During negotiations at Versailles, Wilson, as an inducement to the Allies to change their position, offered to cancel that part of the war debts to the United States that the Allies actually had incurred in fighting the war, in exchange for a reduction in the amount of German payments and in the length of time Germany was expected to pay. From 1921 to 1924, Presidents Warren G. Harding and Calvin Coolidge honored Wilson's offer. But the Allies refused. Instead, they demanded that Washington cancel all the war debts, including that portion of what they had borrowed from the United States after the fighting ceased ($3.3 billion of the total of $10.3 billion) that had been used for reconstruction and for civilian commercial trading. Wilson's Treasury secretaries, Carter Glass and David Houston, refused general cancellation on the ground that the Allies already had distributed among themselves spoils of war, including special concession trading advantages, greater than the postwar commercial debts they had contracted with the United States.

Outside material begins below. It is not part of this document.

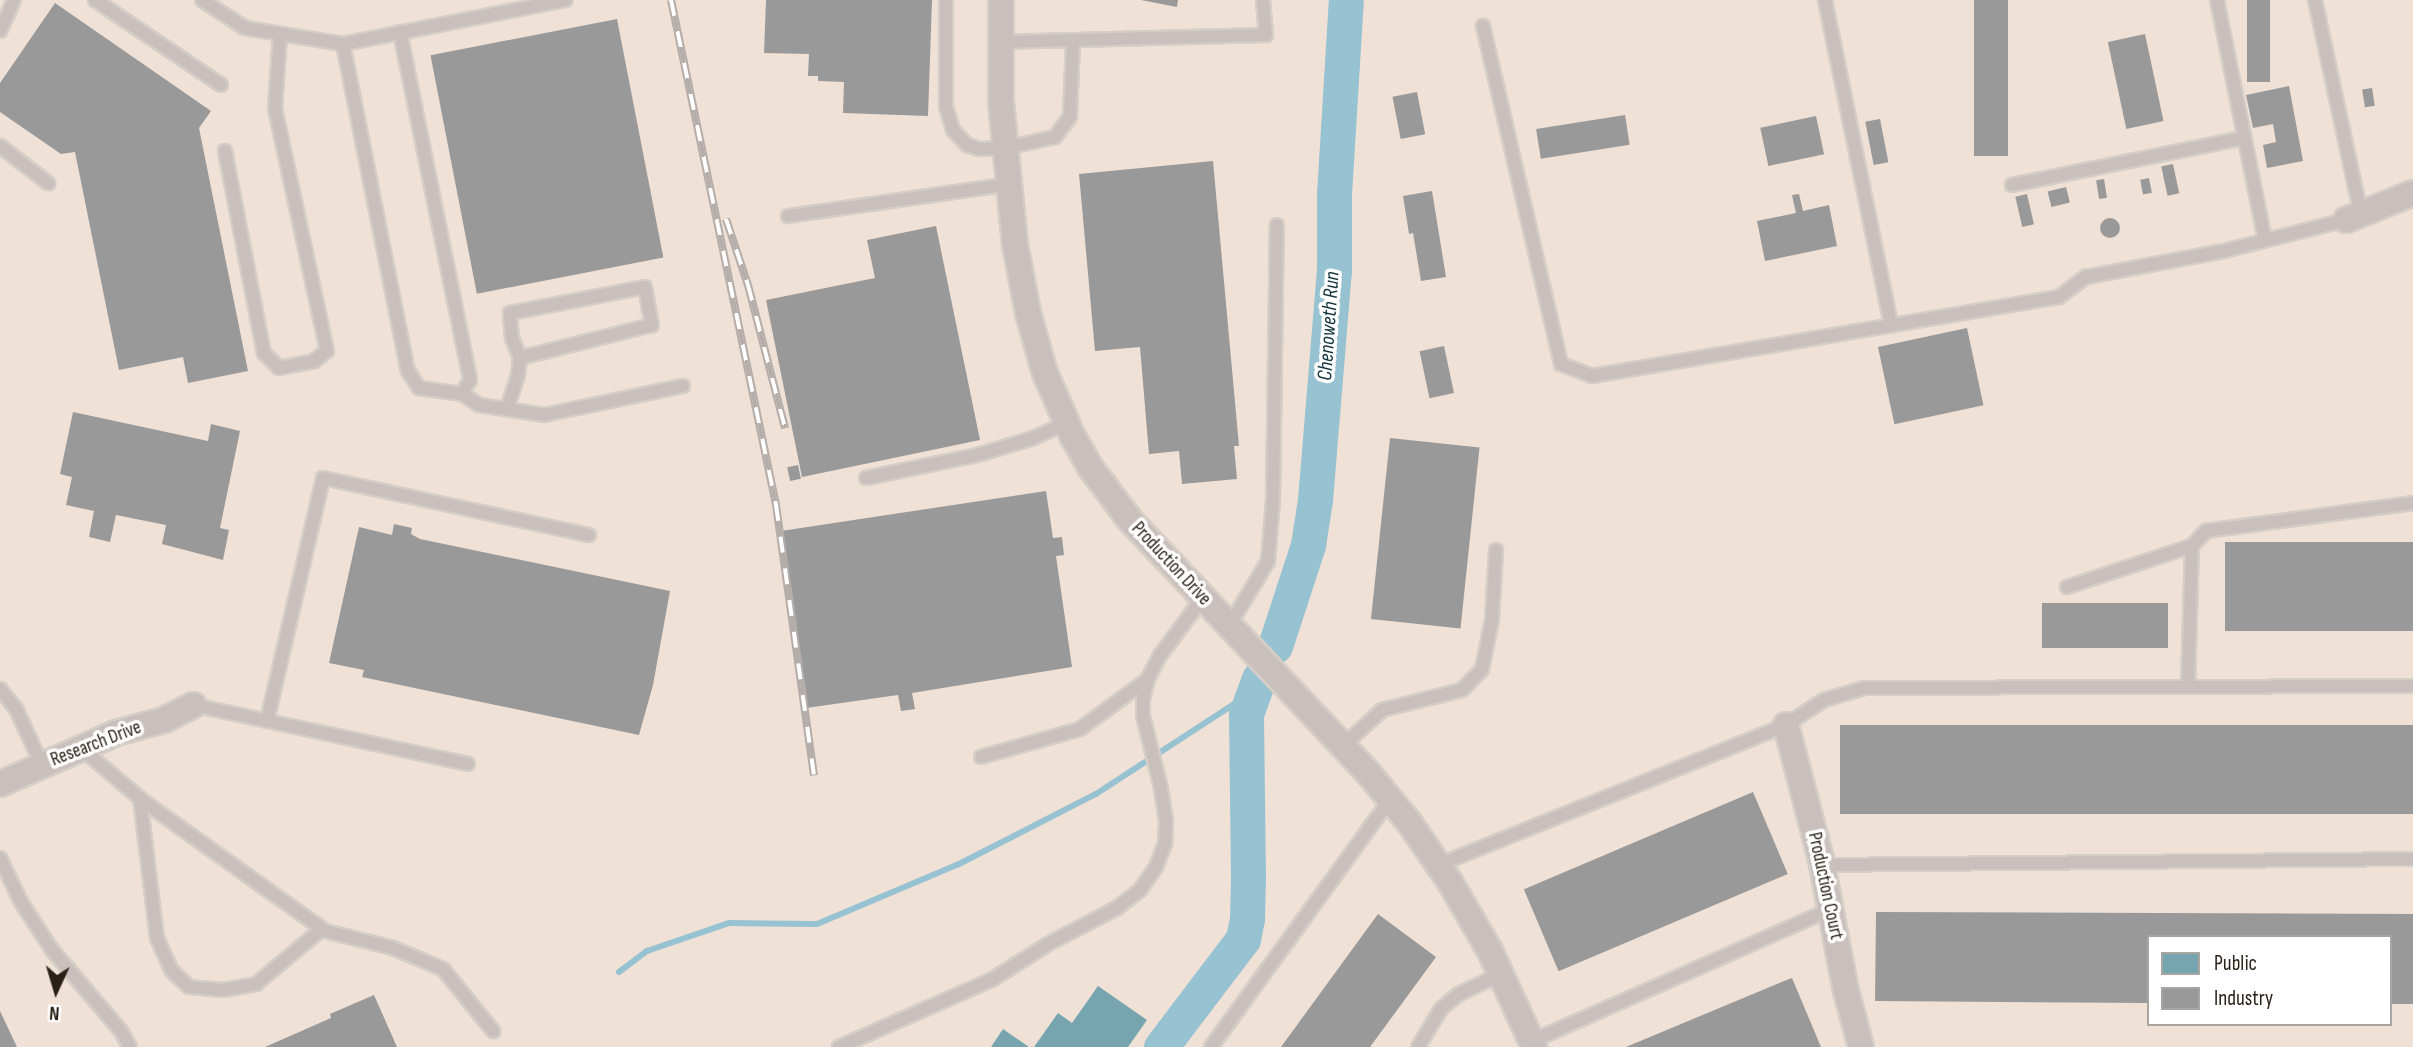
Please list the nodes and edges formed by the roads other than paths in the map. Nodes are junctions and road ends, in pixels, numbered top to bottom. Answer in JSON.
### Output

At first, their successor, Republican secretary of the Treasury Andrew W. Mellon, followed the same policy.

With hindsight, it became fashionable among west European and U.S. intellectuals to accuse American leaders of ignorance and even selfishness in connection with their stubborn refusal to acknowledge any link between the reparations and the war debts. The majority seemed to accept the French argument that the war against Germany was a common effort, in which the United States had belatedly done its small part by contributing its money. "Some gave their ships, some munitions, some the lives of their sons, some money," a member of the French Chamber of Deputies told his colleagues, "and today those who gave money come saying to us: 'Give back what we loaned.'" If the United States indeed had been in "alliance" by treaty or moral commitment with the west European allies, this would have been a telling argument. But Wilson genuinely had tried to stay out of World War I—as long as he could do so—without facing some sort of settlement changing the balance of power against the Allies. To avoid a German military victory of this sort, he had joined the war, but he did not do so on behalf of Allied war aims. He opposed the division of spoils outlined in the "secret treaties" and rejected every Allied effort to induce the United States to share in the booty of war. Wilson in this specific sense sought a "peace without victory," which would allow the vanquished to reenter the community of industrial-capitalist states without disabling prohibitions.

From Wilson's standpoint, World War I was a civil war within the social system of industrial capitalism. Its basic causes were political and economic rivalries over issues such as access to raw materials, foreign markets, and investment outlets, with the allies attempting to defend the existing apportionment of world market opportunities and the Central Powers challenging it. But in Wilson's view neither side had gained as much as it had lost, because the war aroused forces that challenged the very legitimacy of industrial capitalism as a system. In general terms, the Arabian, Chinese, and Bolshevik revolutions were outgrowths of the war; specifically, they reflected the fact that the people in the Third World were dissatisfied with the pace at which they were achieving self-determination and industrial development under the management of the advanced industrial nations. To Wilson, the political destabilization inherent in national revolution appeared to exacerbate the original problem of economic rivalries among industrial states by effectively withdrawing more resources and people from the world market. He believed that to protect, stabilize, and allow for the expansion of industrial capitalism as a social system in the future, leaders formulating the peace after World War I had to establish a peace that would avoid another world war and possible future national revolutions.